Saturday, January 3, 2009

Questrade, TFTA, a change of rules, mine

This whole last few months I've been going on about the Tax Free Savings (Trading) Account (TFTA) and how I was going to use it for all of my trading. Yesterday I filled out the application and forwarded it to Questrade. They have a method of e-signing the forms, which may be only available to existing customers, that sped up the whole process. All I have to do is fax them a copy of my driver's license, EFT some cash and I should be ready to go in short order. Pretty simple and quick.

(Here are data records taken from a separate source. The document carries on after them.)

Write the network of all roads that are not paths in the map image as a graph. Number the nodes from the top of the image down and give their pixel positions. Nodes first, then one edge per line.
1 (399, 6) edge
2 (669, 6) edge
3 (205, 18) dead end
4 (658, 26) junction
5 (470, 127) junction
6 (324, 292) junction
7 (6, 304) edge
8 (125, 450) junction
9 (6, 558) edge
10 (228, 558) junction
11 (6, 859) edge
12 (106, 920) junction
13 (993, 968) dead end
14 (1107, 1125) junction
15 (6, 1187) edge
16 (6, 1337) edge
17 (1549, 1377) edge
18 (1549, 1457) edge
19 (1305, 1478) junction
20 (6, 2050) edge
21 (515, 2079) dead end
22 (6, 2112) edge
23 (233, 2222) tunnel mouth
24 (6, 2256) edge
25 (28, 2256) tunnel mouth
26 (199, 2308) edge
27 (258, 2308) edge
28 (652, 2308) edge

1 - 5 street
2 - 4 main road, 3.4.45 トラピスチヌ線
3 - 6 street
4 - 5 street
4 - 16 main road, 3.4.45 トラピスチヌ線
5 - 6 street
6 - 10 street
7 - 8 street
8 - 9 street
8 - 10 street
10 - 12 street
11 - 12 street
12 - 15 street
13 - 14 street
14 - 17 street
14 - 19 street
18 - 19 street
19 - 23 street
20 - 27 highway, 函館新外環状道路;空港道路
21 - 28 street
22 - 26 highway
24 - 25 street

So, in reading the details I ran across the phrase "capital gains" when referring to what can grow tax free within the account. It occurred to me that the profit from short selling stocks is not, technically, capital gains and if push comes to shove with the government they are treated as regular income for tax purposes...again, not capital gains.

I used the online help feature and had my answer in a minute. No, shorting is not allowed in a TFTA. I actually should have known this as I knew that shorting was not allowed in an RRSP account either. I was blinded by the fact that I could short in a margin account and the gains looked really promising...my research was lacking.

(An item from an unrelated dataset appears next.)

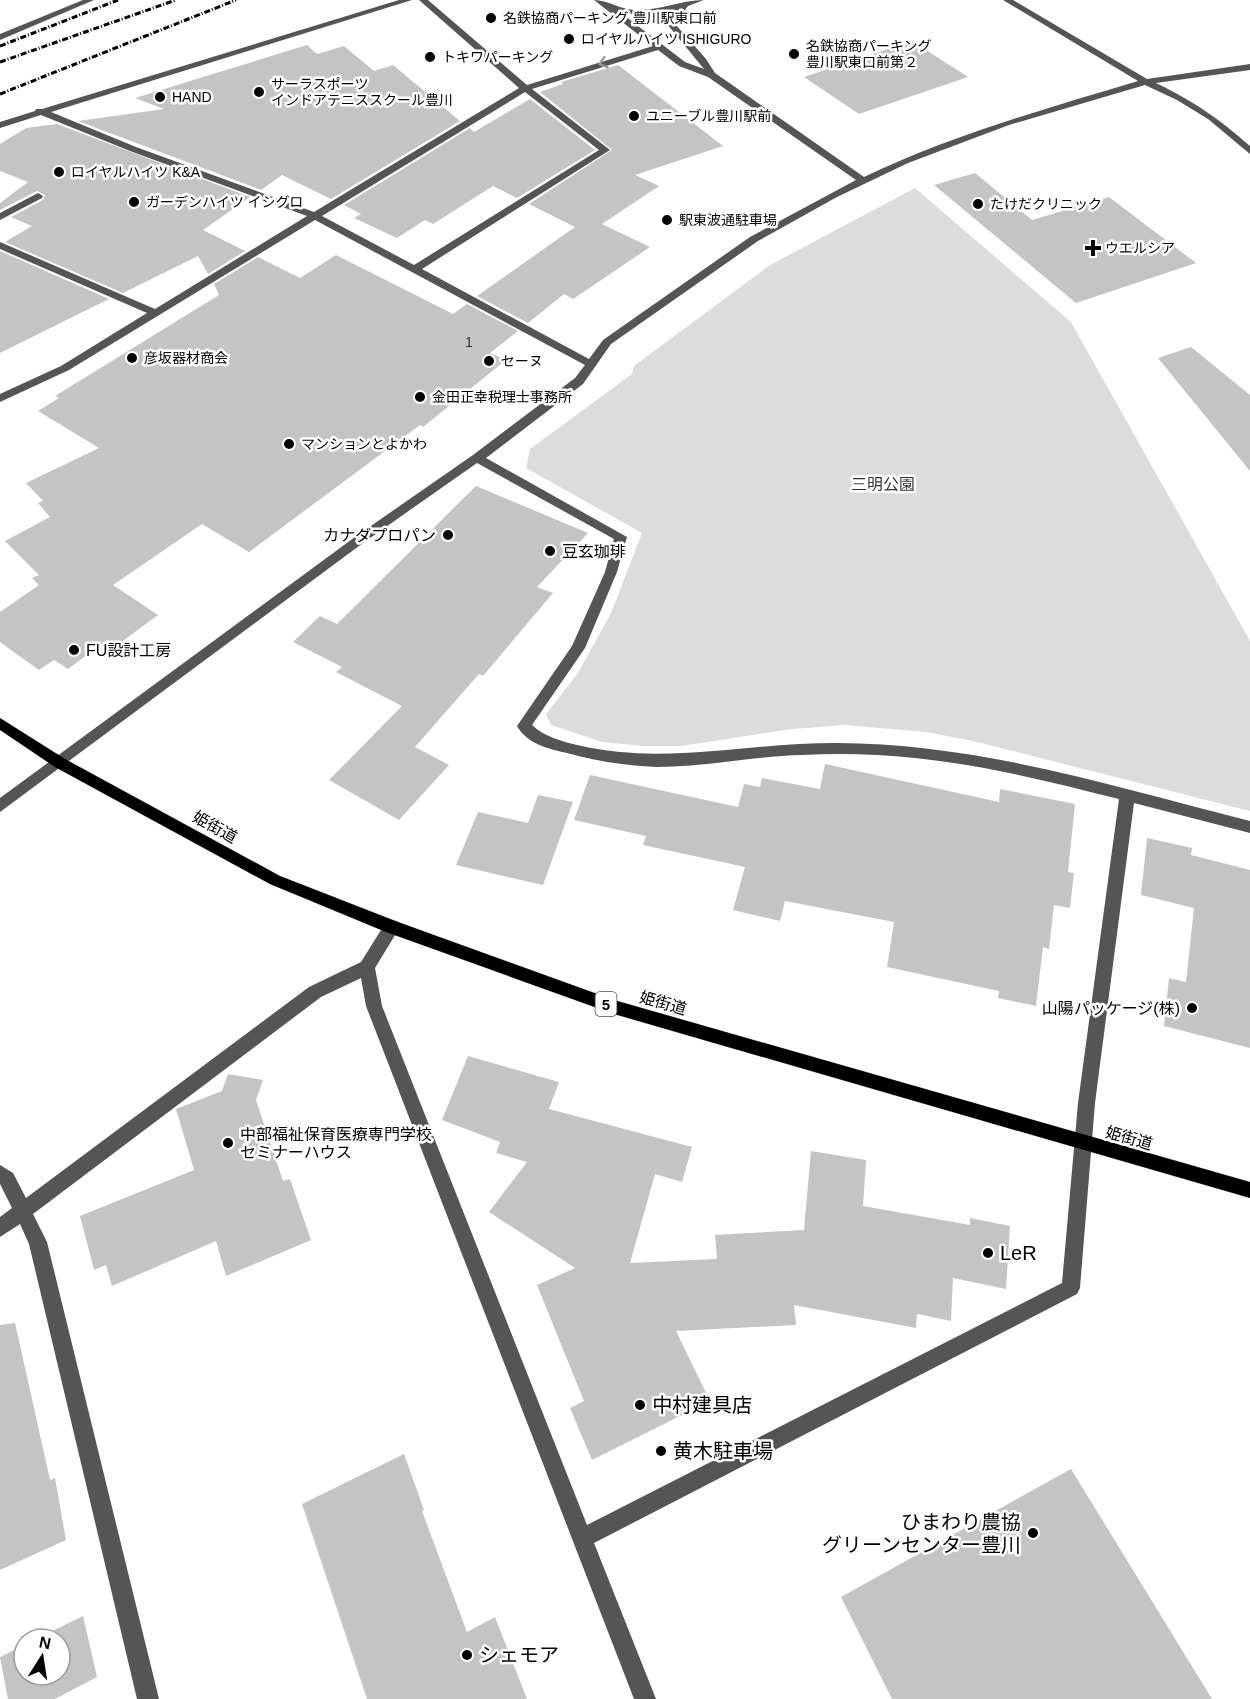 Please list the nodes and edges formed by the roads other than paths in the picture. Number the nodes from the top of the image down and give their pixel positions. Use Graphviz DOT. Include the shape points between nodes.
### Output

I quickly went back over all of my previous trades to see how much of my profit would have been from short selling. This was easy enough as I have always kept a long/short profit ratio for all my tracking spreadsheets. Note that this is not a ratio of number of trades, just profit.

Overall I am running about 1:1. So half of my trading profit would not be counted. Seeing as my performance is close to 2% per day I would be just shy of my daily goal if I dropped half of my trades...or my trading profit. I consider that I usually stop at a daily maximum of 6 trades, more often 4. So if I was concentrating on making that many trades and with long only positions I may have been able to make 75% of the trades. So I might have seen 1.5% per day.

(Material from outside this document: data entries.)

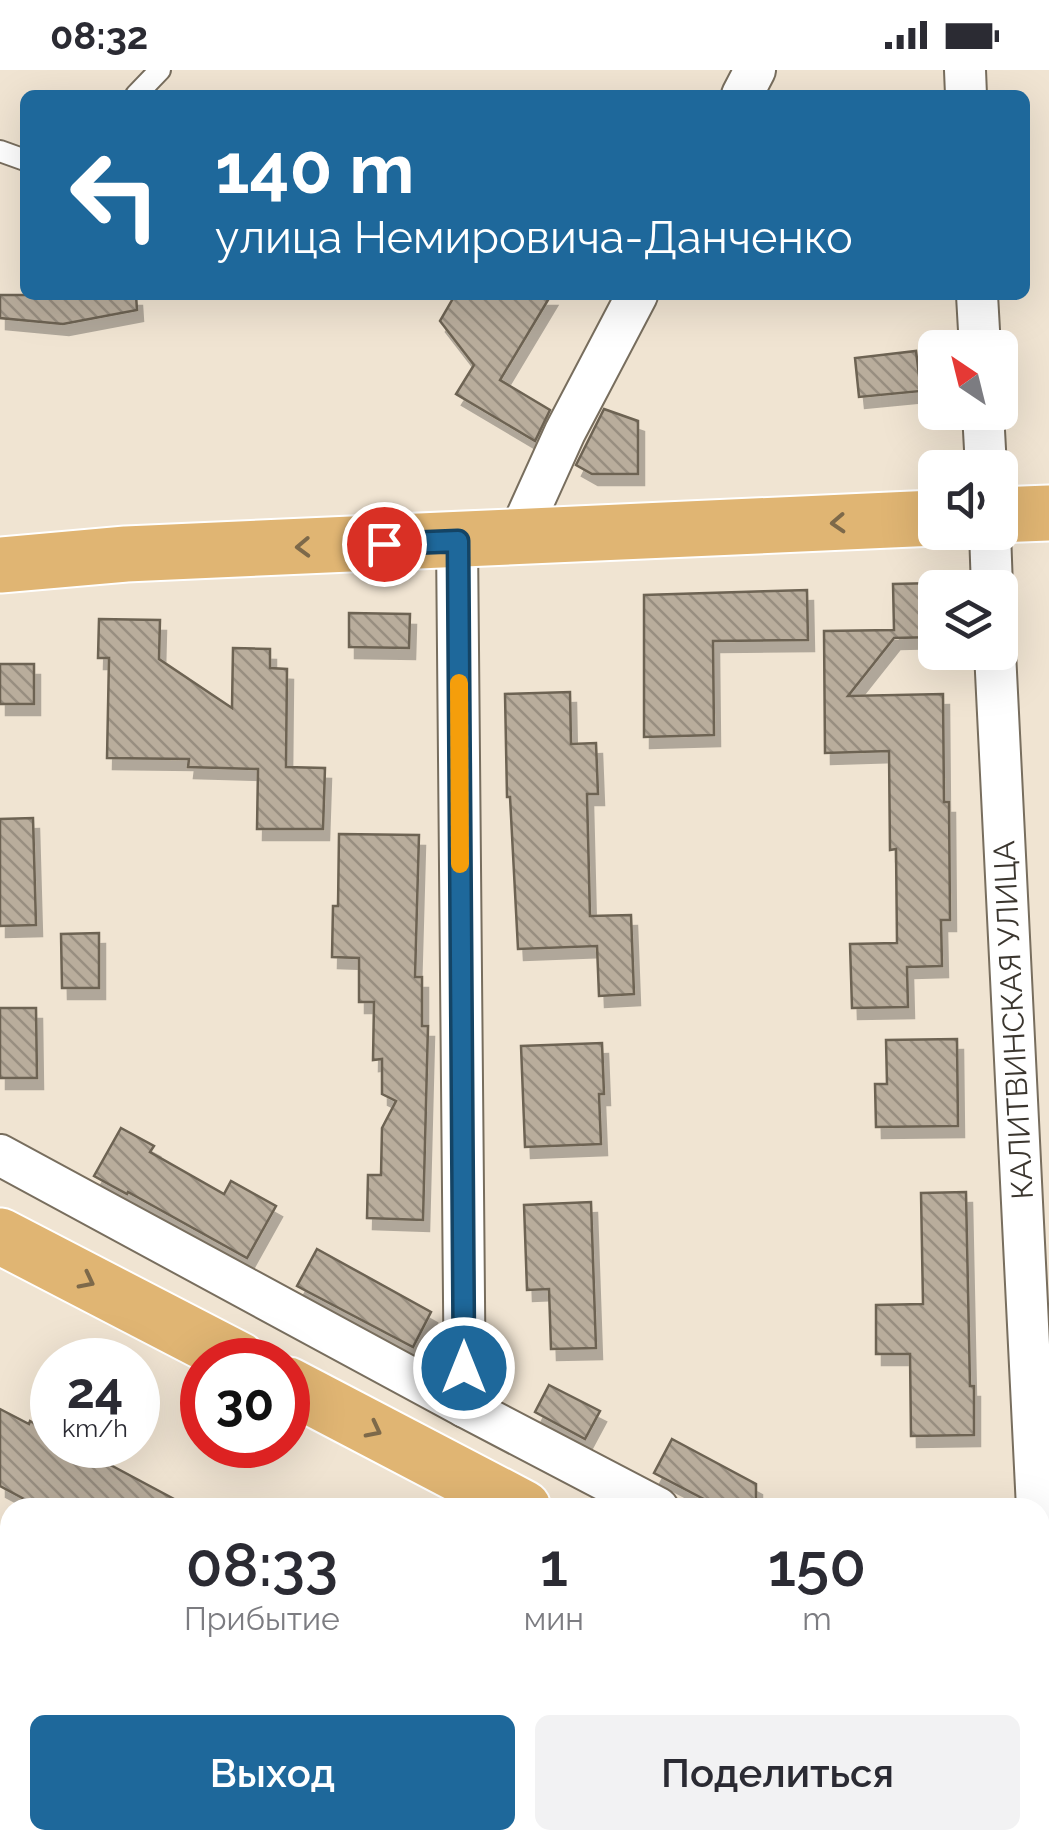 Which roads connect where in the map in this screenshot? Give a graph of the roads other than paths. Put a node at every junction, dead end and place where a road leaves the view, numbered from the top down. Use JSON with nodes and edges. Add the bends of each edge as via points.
{"nodes":[{"id":1,"x":160,"y":70,"type":"edge"},
{"id":2,"x":141,"y":90,"type":"edge"},
{"id":3,"x":634,"y":300,"type":"edge"},
{"id":4,"x":977,"y":300,"type":"edge"},
{"id":5,"x":979,"y":330,"type":"edge"},
{"id":6,"x":1049,"y":513,"type":"edge"},
{"id":7,"x":1018,"y":515,"type":"edge"},
{"id":8,"x":918,"y":519,"type":"edge"},
{"id":9,"x":518,"y":538,"type":"junction"},
{"id":10,"x":458,"y":541,"type":"junction"},
{"id":11,"x":0,"y":565,"type":"edge"},
{"id":12,"x":997,"y":670,"type":"edge"},
{"id":13,"x":0,"y":1155,"type":"edge"},
{"id":14,"x":0,"y":1236,"type":"edge"},
{"id":15,"x":197,"y":1338,"type":"edge"},
{"id":16,"x":310,"y":1397,"type":"edge"},
{"id":17,"x":464,"y":1407,"type":"junction"},
{"id":18,"x":504,"y":1498,"type":"edge"},
{"id":19,"x":639,"y":1498,"type":"edge"},
{"id":20,"x":1037,"y":1498,"type":"edge"}],
"edges":[{"from":1,"to":2,"type":"lane"},
{"from":3,"to":9,"type":"street"},
{"from":4,"to":5,"type":"street"},
{"from":6,"to":7,"type":"main road"},
{"from":8,"to":9,"type":"main road","one_way":true},
{"from":9,"to":10,"type":"main road"},
{"from":10,"to":11,"type":"main road","one_way":true},
{"from":10,"to":17,"type":"street"},
{"from":12,"to":20,"type":"street","name":"КАЛИТВИНСКАЯ УЛИЦА"},
{"from":13,"to":17,"type":"street"},
{"from":14,"to":15,"type":"main road","one_way":true},
{"from":16,"to":18,"type":"main road","one_way":true},
{"from":17,"to":19,"type":"street"}]} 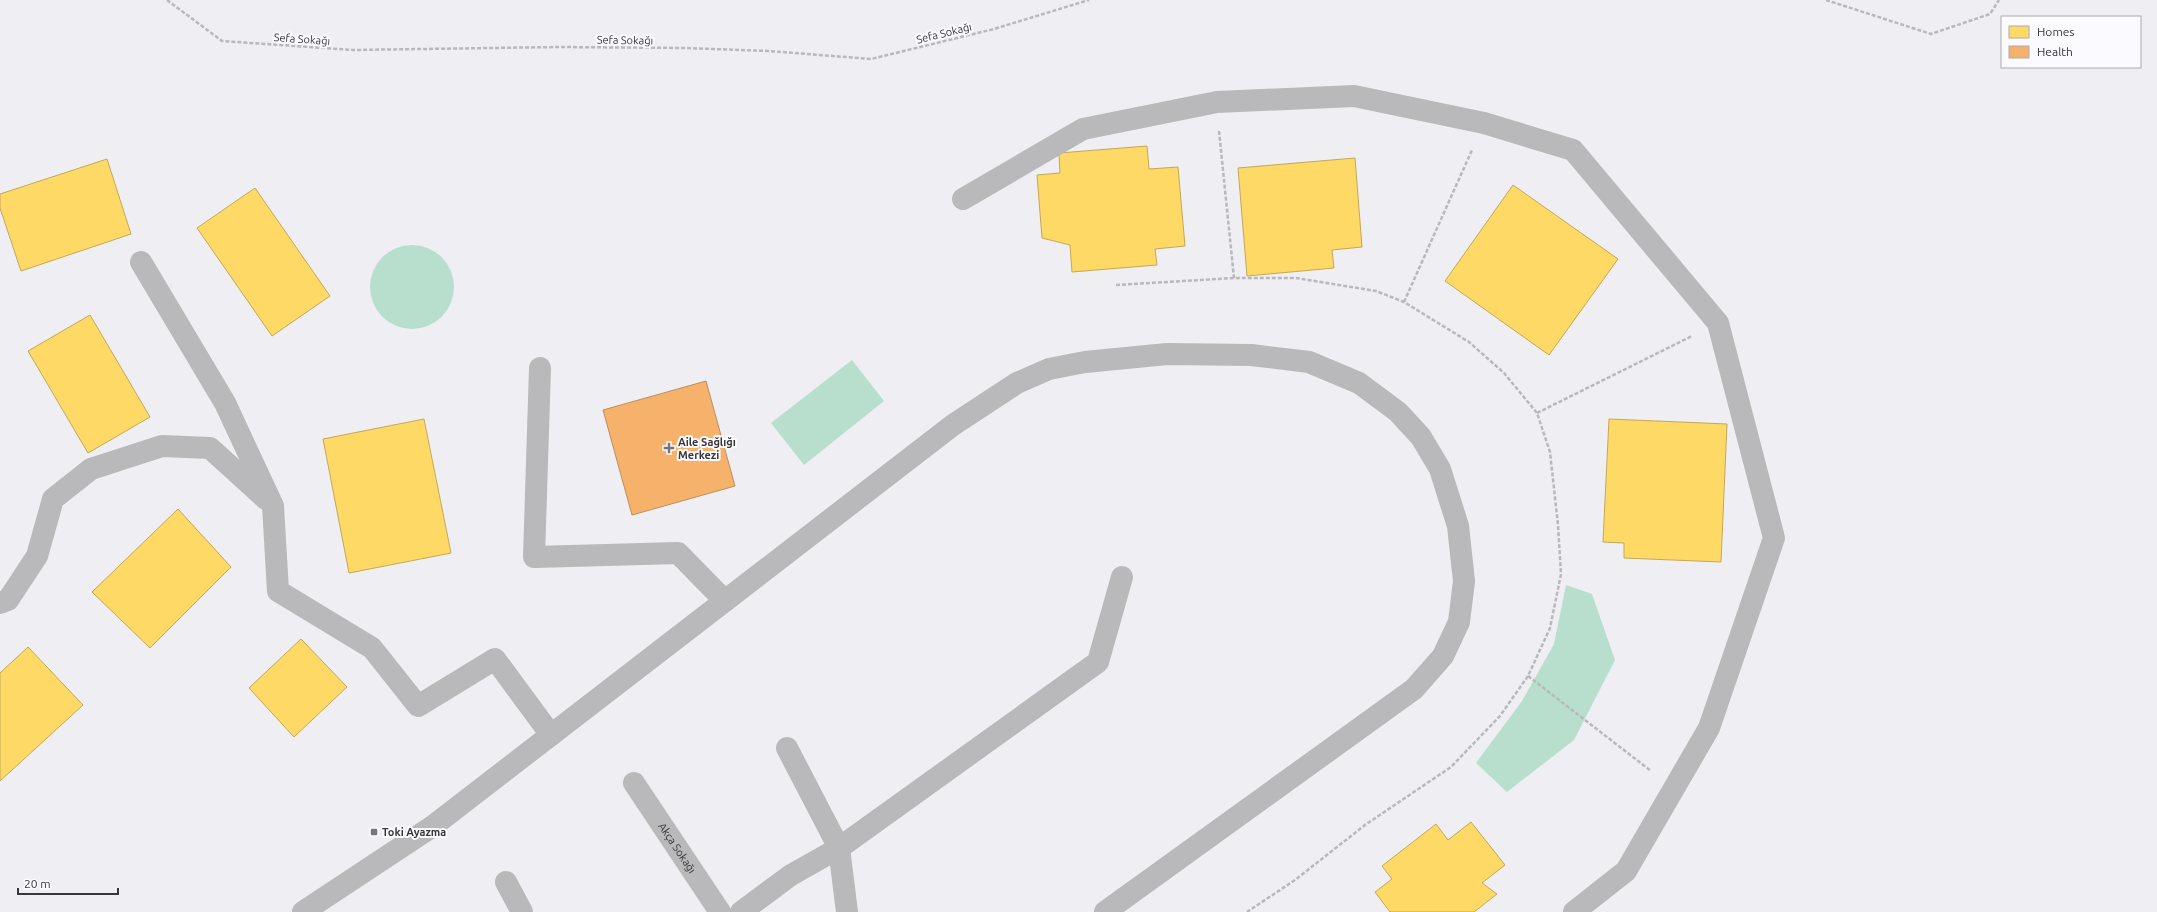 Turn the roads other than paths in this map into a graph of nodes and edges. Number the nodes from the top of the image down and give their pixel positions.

My options to adjust my trading plan include:

1) long only trades with the same plan that I have been using, result may be 25% - 50% reduction in profits

2) long in the TFTA, short in margin, result is taxable (max marginal rate) for all short profits so the overall effect would be pretty close to option 1), within 10%

3) variation of option 2) in that all profits at year end for shorts are contributed to my RRSP account whereby the taxation is negated but the downside is that these will be taxed upon withdrawal... perhaps at a lower tax rate at the time

4) variation of option 1) by using only the TFTA, trading my favourite stocks long and shorting the index that they are tracking through the use of a bear Exchange Traded Fund (ETF), result is the same tax free profit potential as I was planning on originally

Well, option 4 becomes the no brainer solution to my dilemma it would appear. In investigating the ETFs I start to wonder if I can trade them exclusively.

This would be easy enough as I just run the bear and corresponding bull ETF side by side with the related index they track and the TSX for the overall market and trade them back and forth. When one is rallying the other will be pulling back which means that one or the other will always be gaining...except in a true sidways market move. The difference in prices will necessitate using different position sizing for each which will look after the scaling according to the size of the move. Roughly a 1% gain in one will yield a 1% drop in the other.

In the interest of keeping it simple I think I will start out with option 1) only and see how it goes. I believe that the stocks I have selected will be seeing some gains over the next while so long positions will be many, I may have to increase my time trading by a bit though. If that does not pan out then I will play with the ETF and see how they work out for trade executions and perhaps mix it up from there.

I will have to wait for my TFTA to get going first as I really want to stay away from any gains in this 2009 tax year.

I should have known it was not going to be such an easy ride and that the testing was not yet complete. Too bad as I would have liked to have had this ironed out earlier. If I do some testing with the expectation of a loss then it will reduce the capital in my account as I cannot just "top it off" after testing is complete. $5K contributed is the limit no matter the trading losses incurred...unless I over-contribute and pay the monthly penalty. Questrade may enforce the maximum as their policy is worded in such a way at that is possible.

Jeff.

Tuesday, December 30, 2008

Consolidation setup today.

Here is another take on the same chart as I posted earlier but looking at the one trade that I missed and let run mostly out before entering.

This is a classic example of a triangle consolidation pattern that is the basis of my old CTP strategy, here is an example of the same strategy in day trading.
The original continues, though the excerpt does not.